ALL OF THIS history reeled through my head as Wilhite and I held the blood cloth by its four corners in the hotel room.
I could have arrested the bastard right then and there, signaled the SWAT team and hoped Wilhite resisted. But I wanted more. I wanted to crawl inside his mind. I wanted to know more about a man who could sell such a blood cloth, especially someone like Wilhite, who professed to be a Civil War buff. How could he be so callous, so eager to seek to profit from a piece of stolen history?
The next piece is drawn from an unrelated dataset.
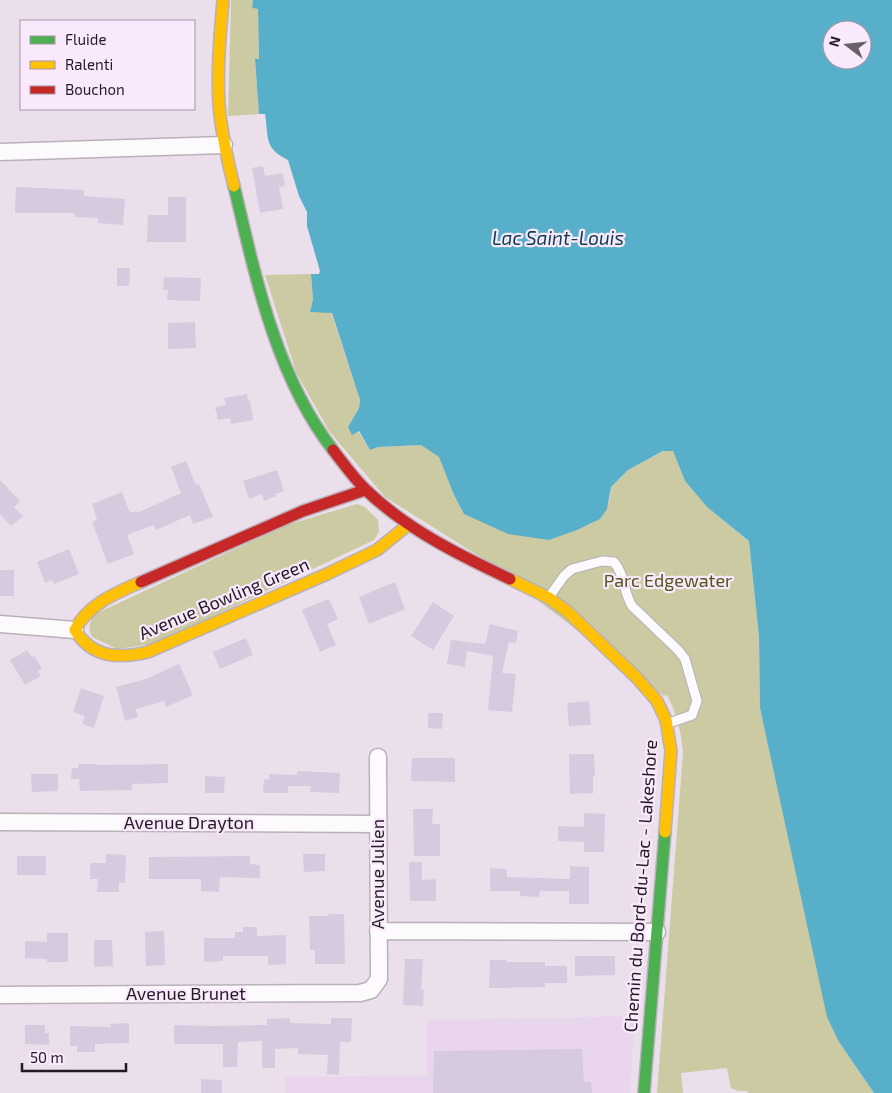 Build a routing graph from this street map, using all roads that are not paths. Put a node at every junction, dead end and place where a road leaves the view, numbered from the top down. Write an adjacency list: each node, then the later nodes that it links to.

Of course, I also wanted him to incriminate himself with the video surveillance tape running. To do that, I needed to prove intent—get him to admit on tape that he knew he was selling a stolen historical artifact. After the takedown, I didn’t want his lawyer to claim that this was all some sort of misunderstanding, that Wilhite had obtained the flag in good faith, not knowing it was stolen.
Moving in for the kill, I eased back in my chair and sipped my Coke. “Did you ever find out where it came from?”
From a museum in Colorado, he said, making it clear it was stolen. “I’m telling you this upfront. I don’t want to mislead you. Because if I could take this to a show, I know what it could bring. I didn’t want to take that chance.”
This was going to be easy. Wilhite liked to hear himself talk and seemed eager for me to like him. I said, “You’re afraid someone will see it?” In other words, you know this is stolen property?
“Yeah,” he said. “I was told—I don’t know if this is correct—that it came from the West Point museum and was on its way to Colorado.”